I am writing this blog because I believe that, due to these many complexities about what the quality reality is, our patients will rely on their perceptions. I am deeply disturbed by two recent events.
First, in recent conversations, I have asked many of you if you have seen the new TV show about the life of a trainee in a large medical center, perhaps not unlike ours. The show portrays so many negative, and some horrific, events as routine occurrences. The health care workers, specifically physicians and nurses, lack accountability, self-control, honesty, and integrity. The leaders are without ethics and rules, and they value dollars over patients. I am concerned that this sensationalized portrayal of individuals—from leadership, to physicians, to nurses, to support staff—will be seen by patients and families as reality. I believe it has the potential to harm the trust our patient have with their physicians and their care teams. You may say, “It’s just TV.” Yes, I know, but I also worry that the advent of “reality” TV causes perceptions to blur, and fiction may be perceived as reality. Especially as those fictitious shows seek to promulgate and cash in on the urban legends of health care.
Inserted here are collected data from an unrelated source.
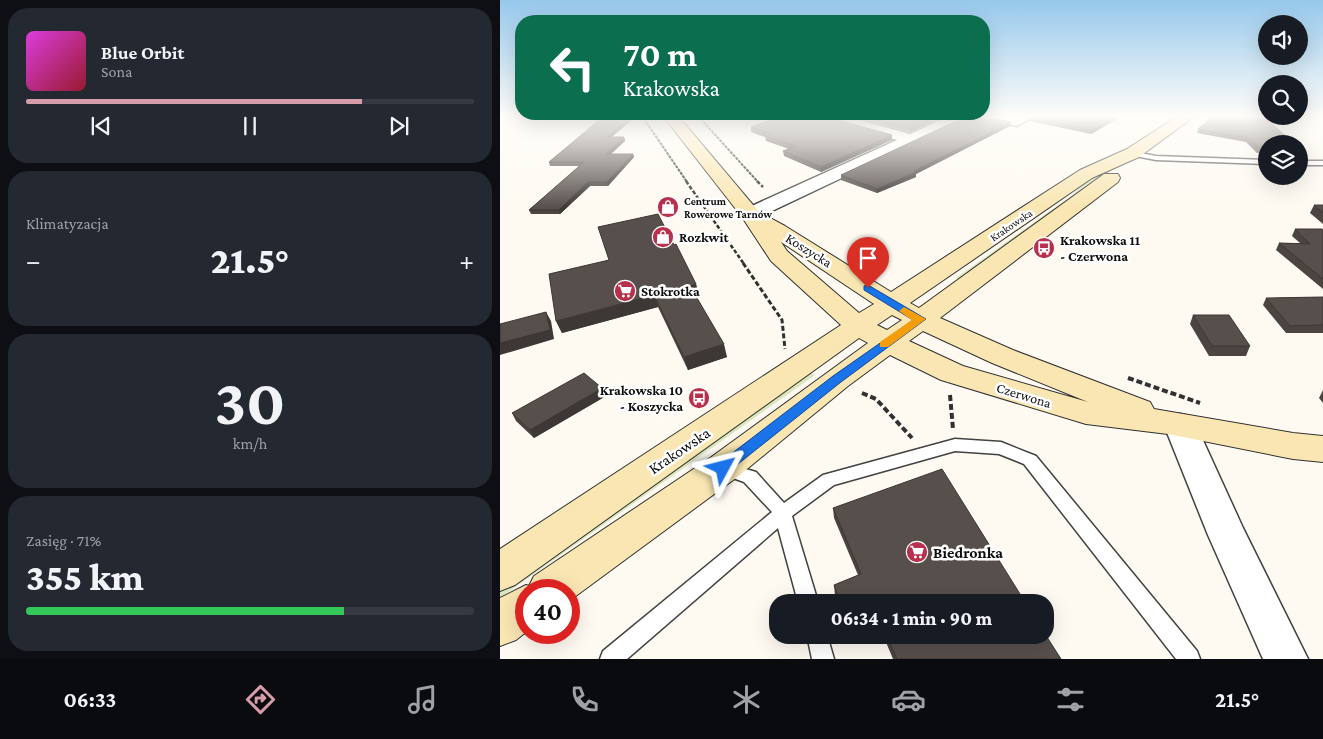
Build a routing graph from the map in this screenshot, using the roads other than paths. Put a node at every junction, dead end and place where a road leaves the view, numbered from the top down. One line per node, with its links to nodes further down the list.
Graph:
1 (695, 147): 8 (main road, Koszycka)
2 (895, 147): 8 (street)
3 (1142, 147): 4 (main road, Krakowska)
4 (1133, 153): 5 (lane); 9 (main road, Krakowska); 10 (main road, Krakowska)
5 (1258, 162)
6 (1308, 162): 7 (lane)
7 (1323, 163)
8 (750, 214): 9 (main road, Koszycka); 11 (main road, Koszycka)
9 (892, 304): 10 (main road); 11 (main road, Krakowska)
10 (920, 319): 11 (main road, Krakowska); 12 (main road, Czerwona)
11 (873, 334): 12 (main road, Czerwona); 14 (main road, Krakowska); 16 (main road, Krakowska)
12 (1186, 418): 13 (main road, Czerwona); 25 (street)
13 (1323, 449)
14 (723, 468): 15 (lane); 17 (main road, Krakowska)
15 (783, 513): 18 (lane); 22 (lane); 24 (lane)
16 (500, 572)
17 (565, 579)
18 (806, 594)
19 (515, 614): 20 (main road)
20 (500, 624)
21 (819, 644): 23 (lane)
22 (611, 659)
23 (823, 659)
24 (1189, 659)
25 (1286, 659)

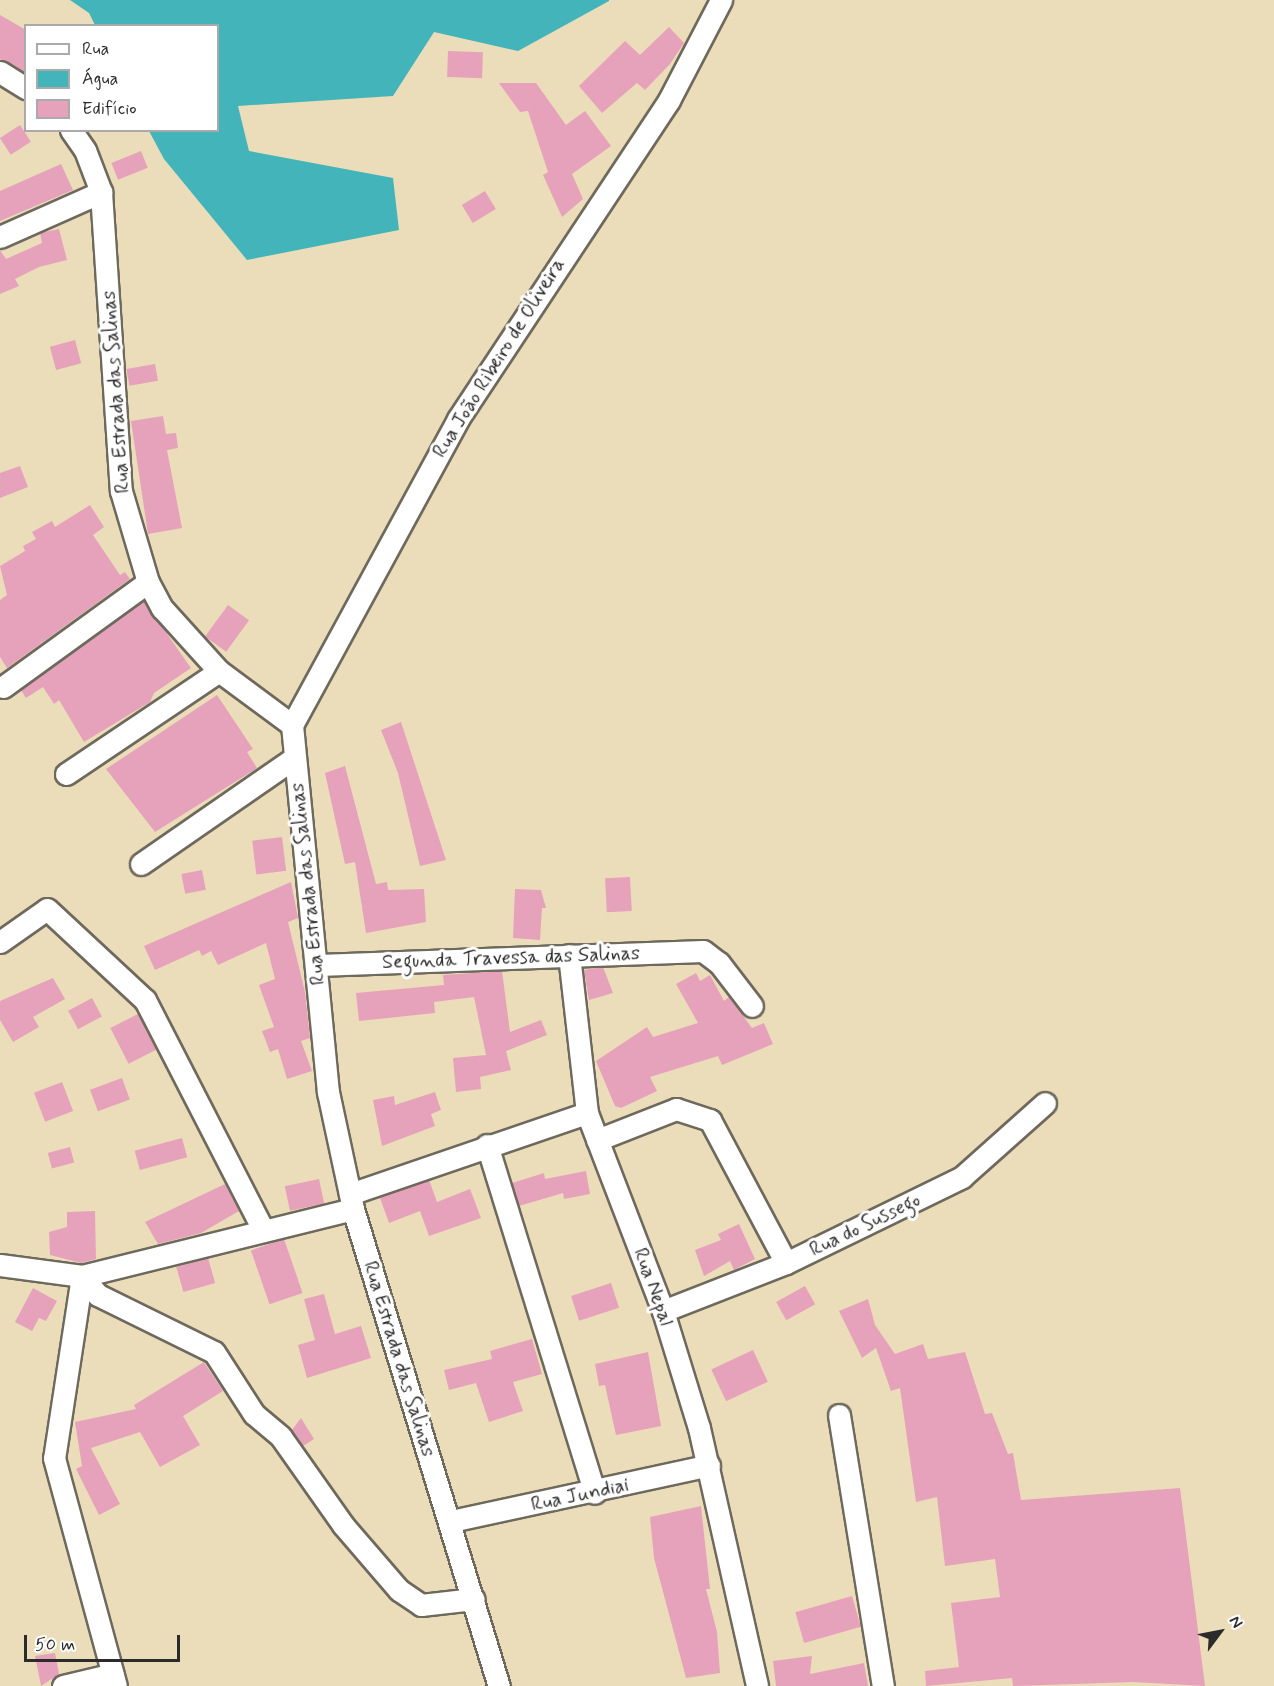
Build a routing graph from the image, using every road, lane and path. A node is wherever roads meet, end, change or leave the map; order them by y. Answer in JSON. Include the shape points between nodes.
{"nodes":[{"id":1,"x":721,"y":0,"type":"edge"},
{"id":2,"x":0,"y":72,"type":"edge"},
{"id":3,"x":24,"y":87,"type":"edge"},
{"id":4,"x":72,"y":132,"type":"edge"},
{"id":5,"x":101,"y":192,"type":"junction"},
{"id":6,"x":0,"y":237,"type":"edge"},
{"id":7,"x":148,"y":582,"type":"junction"},
{"id":8,"x":219,"y":671,"type":"junction"},
{"id":9,"x":3,"y":687,"type":"dead end"},
{"id":10,"x":292,"y":725,"type":"junction"},
{"id":11,"x":294,"y":758,"type":"junction"},
{"id":12,"x":66,"y":774,"type":"dead end"},
{"id":13,"x":141,"y":864,"type":"dead end"},
{"id":14,"x":0,"y":942,"type":"edge"},
{"id":15,"x":569,"y":955,"type":"junction"},
{"id":16,"x":318,"y":965,"type":"junction"},
{"id":17,"x":752,"y":1006,"type":"dead end"},
{"id":18,"x":1045,"y":1103,"type":"dead end"},
{"id":19,"x":587,"y":1113,"type":"junction"},
{"id":20,"x":597,"y":1140,"type":"junction"},
{"id":21,"x":487,"y":1145,"type":"junction"},
{"id":22,"x":351,"y":1202,"type":"junction"},
{"id":23,"x":263,"y":1230,"type":"junction"},
{"id":24,"x":786,"y":1263,"type":"junction"},
{"id":25,"x":0,"y":1265,"type":"edge"},
{"id":26,"x":82,"y":1276,"type":"junction"},
{"id":27,"x":663,"y":1311,"type":"junction"},
{"id":28,"x":839,"y":1415,"type":"dead end"},
{"id":29,"x":709,"y":1465,"type":"junction"},
{"id":30,"x":595,"y":1493,"type":"junction"},
{"id":31,"x":451,"y":1521,"type":"junction"},
{"id":32,"x":474,"y":1599,"type":"junction"},
{"id":33,"x":114,"y":1680,"type":"edge"},
{"id":34,"x":63,"y":1686,"type":"edge"},
{"id":35,"x":499,"y":1686,"type":"edge"},
{"id":36,"x":757,"y":1686,"type":"edge"},
{"id":37,"x":883,"y":1686,"type":"edge"}],
"edges":[{"from":1,"to":10,"type":"street","name":"Rua João Ribeiro de Oliveira","via":[[669,100],[458,419]]},
{"from":2,"to":3,"type":"street"},
{"from":4,"to":5,"type":"street","name":"Rua Estrada das Salinas","via":[[86,150]]},
{"from":5,"to":6,"type":"street"},
{"from":5,"to":7,"type":"street","name":"Rua Estrada das Salinas","via":[[121,491]]},
{"from":7,"to":8,"type":"street","name":"Rua Estrada das Salinas","via":[[162,608]]},
{"from":7,"to":9,"type":"street"},
{"from":8,"to":10,"type":"street","name":"Rua Estrada das Salinas"},
{"from":8,"to":12,"type":"street"},
{"from":10,"to":11,"type":"street","name":"Rua Estrada das Salinas"},
{"from":11,"to":13,"type":"street"},
{"from":11,"to":16,"type":"street","name":"Rua Estrada das Salinas"},
{"from":14,"to":23,"type":"street","via":[[46,909],[145,1000]]},
{"from":15,"to":16,"type":"street","name":"Segunda Travessa das Salinas"},
{"from":15,"to":17,"type":"street","name":"Segunda Travessa das Salinas","via":[[703,951],[719,963]]},
{"from":15,"to":19,"type":"street"},
{"from":16,"to":22,"type":"street","name":"Rua Estrada das Salinas","via":[[328,1092]]},
{"from":18,"to":24,"type":"street","name":"Rua do Sussego","via":[[962,1177]]},
{"from":19,"to":20,"type":"street","name":"Rua Nepal"},
{"from":19,"to":21,"type":"street"},
{"from":20,"to":24,"type":"street","via":[[676,1109],[710,1120]]},
{"from":20,"to":27,"type":"street","name":"Rua Nepal"},
{"from":21,"to":22,"type":"street"},
{"from":21,"to":30,"type":"street"},
{"from":22,"to":23,"type":"street"},
{"from":22,"to":31,"type":"street","name":"Rua Estrada das Salinas"},
{"from":23,"to":26,"type":"street"},
{"from":24,"to":27,"type":"street","name":"Rua do Sussego"},
{"from":25,"to":26,"type":"street"},
{"from":26,"to":32,"type":"street","via":[[107,1301],[213,1352],[254,1414],[281,1437],[399,1590],[421,1605]]},
{"from":26,"to":33,"type":"street","via":[[54,1458]]},
{"from":27,"to":29,"type":"street","name":"Rua Nepal"},
{"from":28,"to":37,"type":"street"},
{"from":29,"to":30,"type":"street","name":"Rua Jundiai"},
{"from":29,"to":36,"type":"street","name":"Rua Nepal"},
{"from":30,"to":31,"type":"street","name":"Rua Jundiai"},
{"from":31,"to":32,"type":"street","name":"Rua Estrada das Salinas"},
{"from":32,"to":35,"type":"street","name":"Rua Estrada das Salinas"},
{"from":33,"to":34,"type":"street"}]}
This brings me to the second recent event that has been in the media: the trial of Dr. Larry Nasser. When a physician steps away from the duties and responsibilities entrusted to them by the patient, and performs actions that are unethical, the profession, and thus each of us, is injured. When a physician uses his powers to exploit and assault young persons, it makes the average person wonder about our profession as a whole. This sort of behavior is so far from the norm that I as a physician and human being cannot comprehend how one can become so lost.
What can each of us do about this? We must never allow our colleagues, patients, and their families to worry that our integrity and good will is in jeopardy. We must see each patient as an individual who has stories and worries and who suffers—not as a diagnosis, a room number, or an object.
Each of us came to health care in order to care for people. These examples, one contrived and one real, put a stain on our profession, and we must not allow that to happen. We can counteract erroneous perceptions by showing our patients, their families, and our colleagues that we always have our eyes on the prize – the health, well-being, and safety of the most important part of our team – our patients. We do this by being an integrated team, focused on quality and safety, and by communicating with each other and to our patients in a clear and compassionate way. We do this by holding ourselves and each other accountable to achieve our goals and to live our values. We do this by being transparent about where we are doing well and where we have opportunity. Most importantly, we must look at each opportunity to improve our patient care and perception of us, in order that we make that perception consistent with our reality.
We have exceptional people within UI Health Care who work each and every day to create our stories of human dignity, success, and kindness.